What you need to do = Make a verbatim copy of the records; pictures stay out.

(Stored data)

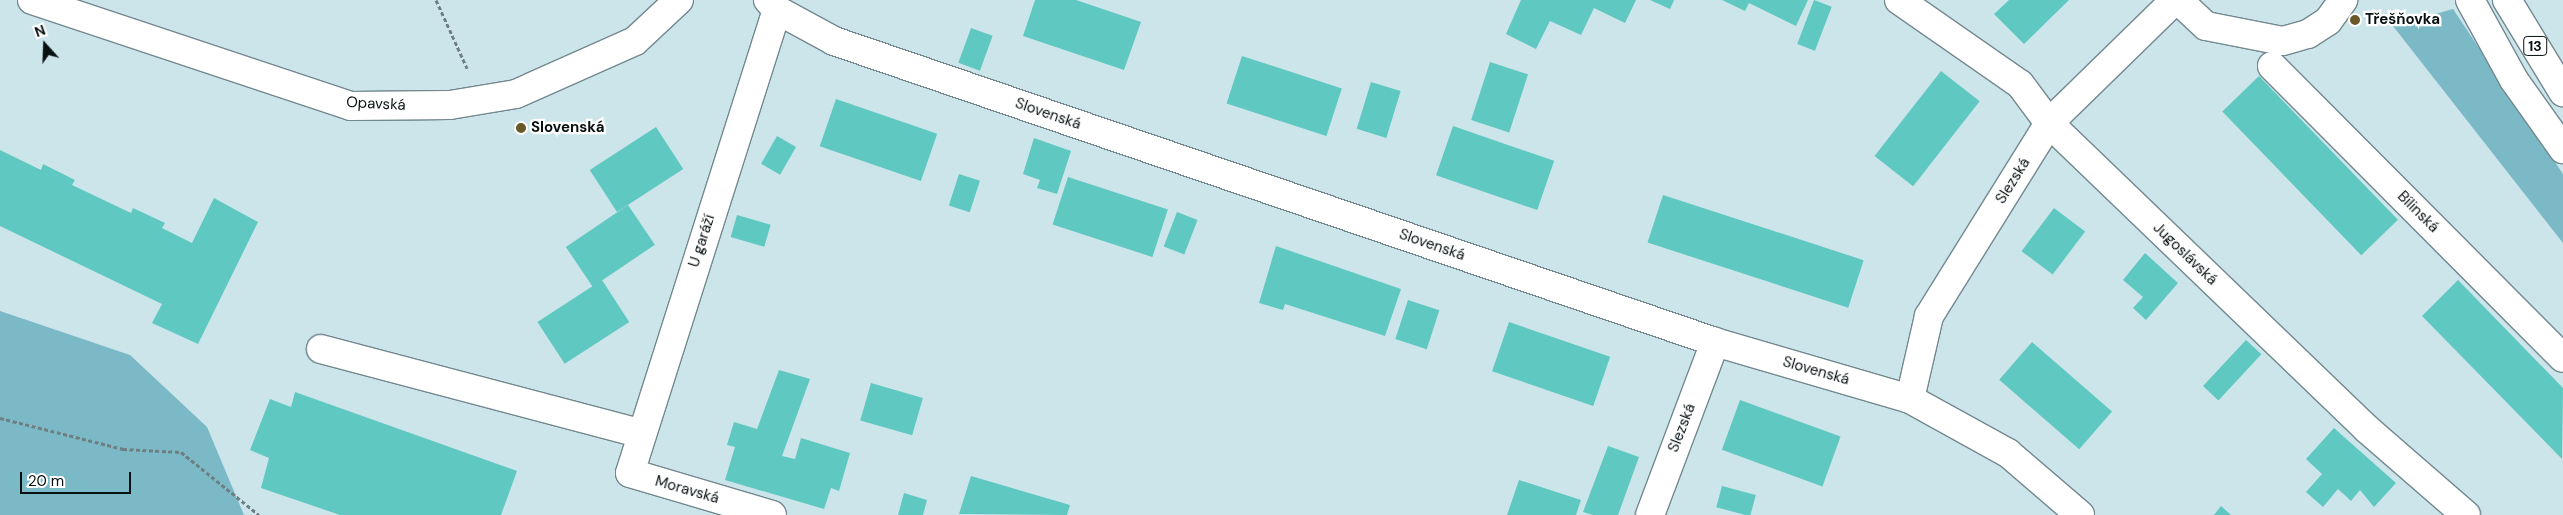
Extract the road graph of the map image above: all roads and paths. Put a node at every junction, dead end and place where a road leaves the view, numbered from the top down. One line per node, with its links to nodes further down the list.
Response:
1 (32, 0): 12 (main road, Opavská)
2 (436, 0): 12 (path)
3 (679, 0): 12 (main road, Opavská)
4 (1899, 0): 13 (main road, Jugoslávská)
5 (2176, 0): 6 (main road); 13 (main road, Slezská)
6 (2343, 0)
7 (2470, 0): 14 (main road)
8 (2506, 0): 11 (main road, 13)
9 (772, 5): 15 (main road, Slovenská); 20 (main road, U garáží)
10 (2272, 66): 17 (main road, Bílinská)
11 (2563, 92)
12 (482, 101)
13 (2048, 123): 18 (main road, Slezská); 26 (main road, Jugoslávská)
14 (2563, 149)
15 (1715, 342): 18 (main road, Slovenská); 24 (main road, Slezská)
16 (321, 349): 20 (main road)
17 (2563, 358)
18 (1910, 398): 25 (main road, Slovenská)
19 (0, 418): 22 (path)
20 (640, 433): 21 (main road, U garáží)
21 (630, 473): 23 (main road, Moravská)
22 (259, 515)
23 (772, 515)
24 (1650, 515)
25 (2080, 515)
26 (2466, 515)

Output of the exercise =
Extract the road graph of the map image above: all roads and paths. Put a node at every junction, dead end and place where a road leaves the view, numbered from the top down. One line per node, with its links to nodes further down the list.
Response:
1 (32, 0): 12 (main road, Opavská)
2 (436, 0): 12 (path)
3 (679, 0): 12 (main road, Opavská)
4 (1899, 0): 13 (main road, Jugoslávská)
5 (2176, 0): 6 (main road); 13 (main road, Slezská)
6 (2343, 0)
7 (2470, 0): 14 (main road)
8 (2506, 0): 11 (main road, 13)
9 (772, 5): 15 (main road, Slovenská); 20 (main road, U garáží)
10 (2272, 66): 17 (main road, Bílinská)
11 (2563, 92)
12 (482, 101)
13 (2048, 123): 18 (main road, Slezská); 26 (main road, Jugoslávská)
14 (2563, 149)
15 (1715, 342): 18 (main road, Slovenská); 24 (main road, Slezská)
16 (321, 349): 20 (main road)
17 (2563, 358)
18 (1910, 398): 25 (main road, Slovenská)
19 (0, 418): 22 (path)
20 (640, 433): 21 (main road, U garáží)
21 (630, 473): 23 (main road, Moravská)
22 (259, 515)
23 (772, 515)
24 (1650, 515)
25 (2080, 515)
26 (2466, 515)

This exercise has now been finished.